- Ché OVNI theatrical poster
- Directed by: Aníbal Uset
- Written by: Augusto Giustozzi Aníbal Uset
- Produced by: Delfor María Beccaglia
- Starring: Juan Carlos Altavista; Javier Portales; Jorge Sobral; Marcela López Rey;
- Cinematography: Ignacio Souto
- Edited by: Jacinto Cascales Miguel Ángel Muñoz Cabrera
- Music by: Óscar López Ruiz Sergio Mihanovich
- Distributed by: Artistas Argentinos Asociados
- Release date: August 7, 1968 (Argentine theatrical);
- Running time: 85 minutes
- Country: Argentina
- Language: Spanish

= Ché OVNI =

Ché OVNI is a 1968 Argentine science-fiction musical comedy film directed by Aníbal Uset and starring Juan Carlos Altavista, Javier Portales, Jorge Sobral, and Marcela López Rey.

==Background==
Ché OVNI was only the second space film to be made in Argentina, after El Satelite Chiflado (The Crazy Satellite). The film is about alien invaders who abduct a tango-singer. OVNI means "UFO"; a newspaper article from the Cine Herald, July 17, 1968, depicted a cartoon Martian landing in the capital of Spain" a part of the promotion to the film.

==Plot==
An alien envoy arrives on Earth to kidnap a porteño tango singer and she is taken to planet where there is no live.
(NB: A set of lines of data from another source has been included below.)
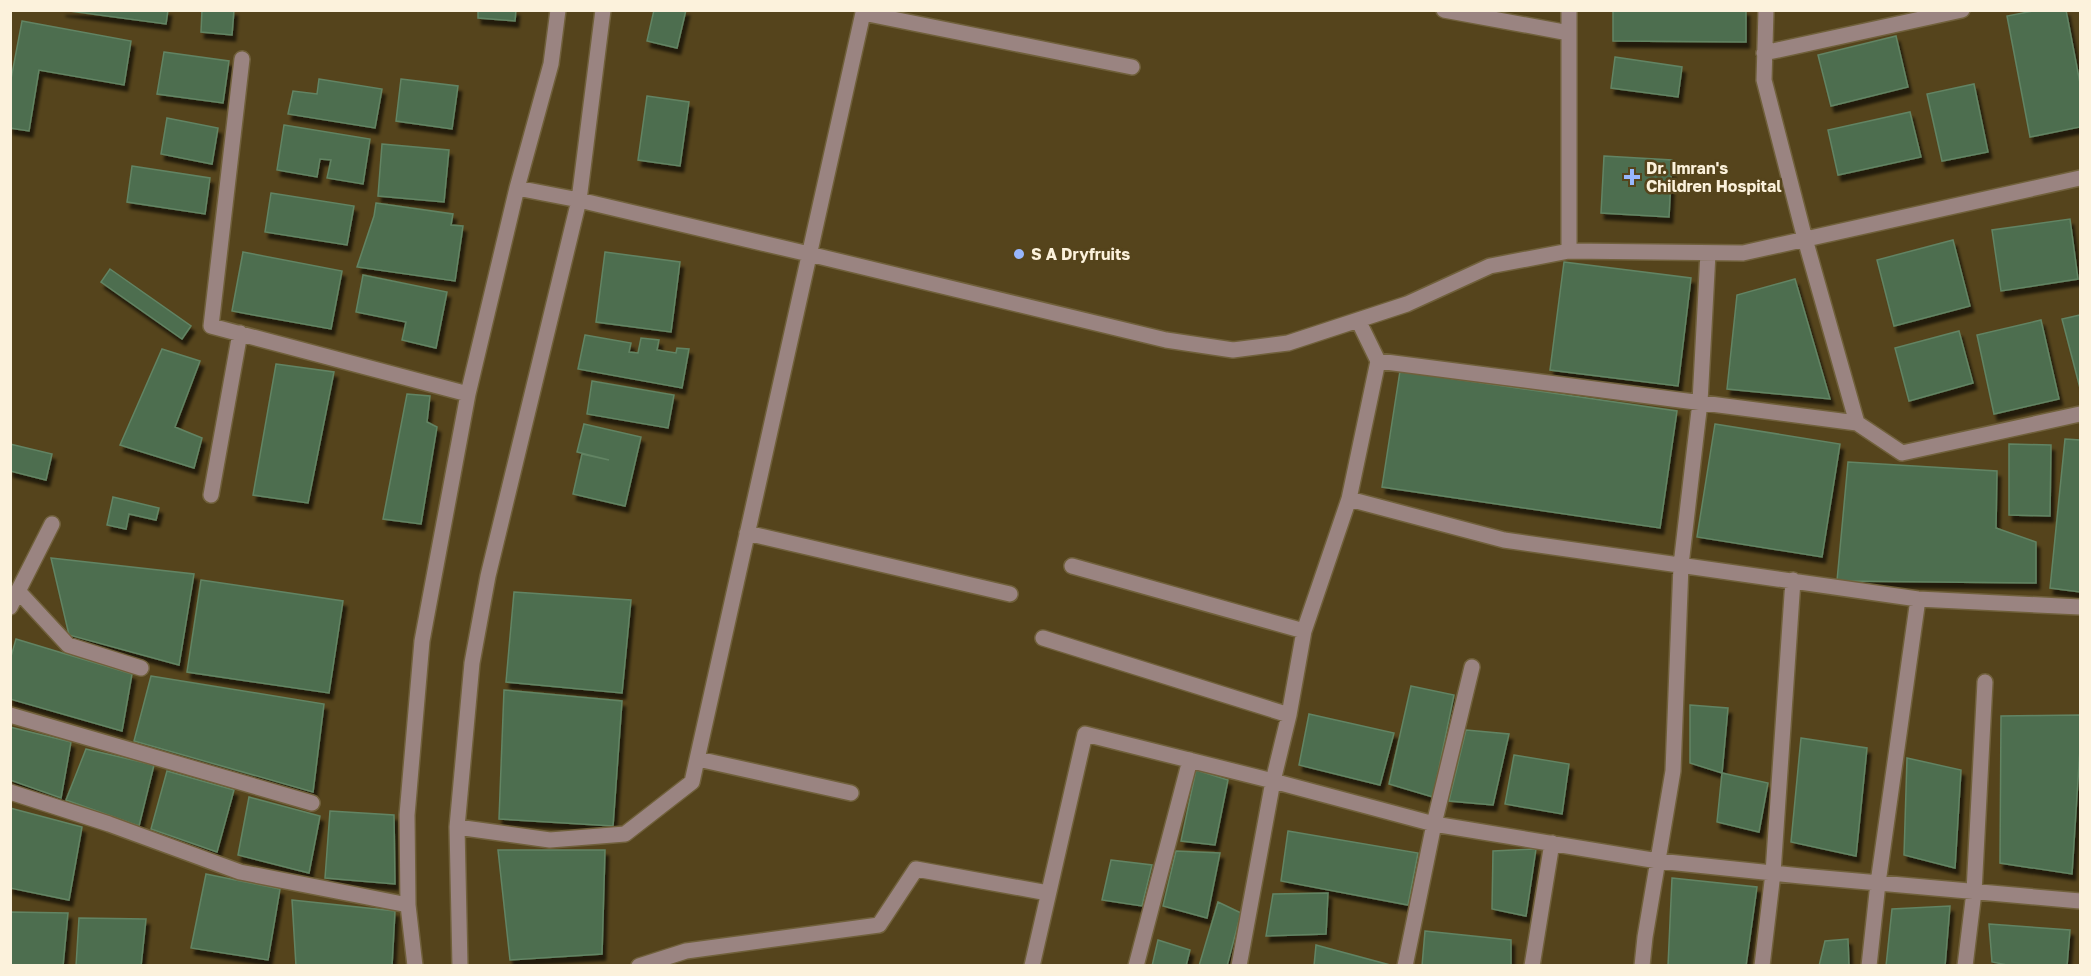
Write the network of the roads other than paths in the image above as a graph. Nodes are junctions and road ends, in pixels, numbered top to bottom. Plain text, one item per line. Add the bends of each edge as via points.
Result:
1 (558, 10) edge
2 (603, 10) edge
3 (1444, 10) edge
4 (1569, 10) edge
5 (1766, 10) edge
6 (1962, 10) edge
7 (1569, 33) junction
8 (1764, 53) junction
9 (242, 58) dead end
10 (1132, 67) dead end
11 (2080, 178) edge
12 (517, 188) junction
13 (579, 200) junction
14 (1805, 239) junction
15 (1569, 251) junction
16 (1708, 253) junction
17 (809, 254) junction
18 (1358, 320) junction
19 (240, 333) junction
20 (1378, 361) junction
21 (468, 394) junction
22 (1700, 402) junction
23 (2080, 414) edge
24 (1857, 423) junction
25 (211, 495) dead end
26 (1349, 499) junction
27 (52, 524) dead end
28 (747, 533) junction
29 (1681, 565) junction
30 (1072, 566) dead end
31 (1793, 580) junction
32 (18, 591) junction
33 (1010, 594) dead end
34 (1918, 599) junction
35 (10, 607) edge
36 (2080, 607) edge
37 (1304, 632) junction
38 (1043, 638) dead end
39 (1472, 666) dead end
40 (141, 668) dead end
41 (1985, 682) dead end
42 (10, 715) edge
43 (1289, 715) junction
44 (698, 759) junction
45 (1190, 760) junction
46 (1273, 781) junction
47 (10, 792) edge
48 (851, 793) dead end
49 (312, 803) dead end
50 (1434, 824) junction
51 (457, 827) junction
52 (1552, 843) junction
53 (1658, 861) junction
54 (1773, 873) junction
55 (1878, 883) junction
56 (1974, 891) junction
57 (1048, 893) junction
58 (2080, 901) edge
59 (408, 905) junction
60 (416, 966) edge
61 (460, 966) edge
62 (639, 966) edge
63 (1032, 966) edge
64 (1136, 966) edge
65 (1239, 966) edge
66 (1405, 966) edge
67 (1532, 966) edge
68 (1642, 966) edge
69 (1762, 966) edge
70 (1869, 966) edge
71 (1965, 966) edge

1 - 12 street via 550,64
2 - 13 street
3 - 7 street
4 - 7 street
5 - 8 street
6 - 8 street
7 - 15 street
8 - 14 street via 1764,80
9 - 19 street via 211,326
10 - 17 street via 863,13
11 - 14 street
12 - 13 street
12 - 21 street
13 - 17 street
13 - 51 street via 488,576 472,663
14 - 16 street via 1743,253
14 - 24 street
15 - 16 street
15 - 18 street via 1490,266 1407,304
16 - 22 street
17 - 18 street via 1166,340 1233,350 1288,343
17 - 28 street
18 - 20 street
19 - 21 street
19 - 25 street
20 - 22 street
20 - 26 street
21 - 59 street via 422,641 407,815
22 - 24 street
22 - 29 street
23 - 24 street via 1902,453
26 - 29 street via 1504,540
26 - 37 street
27 - 32 street
28 - 33 street
28 - 44 street
29 - 31 street
29 - 53 street via 1673,771
30 - 37 street
31 - 34 street
31 - 54 street
32 - 35 street
32 - 40 street via 68,645
34 - 36 street
34 - 55 street
37 - 43 street
38 - 43 street
39 - 50 street
41 - 56 street
42 - 49 street
43 - 46 street
44 - 48 street
44 - 51 street via 692,782 625,834 550,840
45 - 46 street
45 - 57 street via 1084,734
45 - 64 street
46 - 50 street
46 - 65 street
47 - 59 street via 240,872
50 - 52 street
50 - 66 street
51 - 61 street
52 - 53 street
52 - 67 street
53 - 54 street
53 - 68 street
54 - 55 street
54 - 69 street
55 - 56 street
55 - 70 street
56 - 58 street
56 - 71 street
57 - 62 street via 916,869 879,925 686,951
57 - 63 street
59 - 60 street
She and other aliens of the planet wish to feel love again and the computers inform her that she is well-suited to trying to accomplish this, and results in a series of tango performances. The aliens fall in love with the tango singer Jorge (Jorge Sobral).

==Principal cast==
- Juan Carlos Altavista as Juan
- Javier Portales as Professor
- Jorge Sobral as Jorge
- Marcela López Rey as Cósmica
- Erika Wallner as Rubia
- Perla Caron as Amarilla
- Zelmar Gueño as Pierre

==Reception==
Shot on locations in London, Paris, Madrid and Buenos Aires, the film was considered "one of the most thunderous commercial failures" in Argentine film.
However, Augusto R. Giustozzi said that Jorge Sobral "excelled" in his role.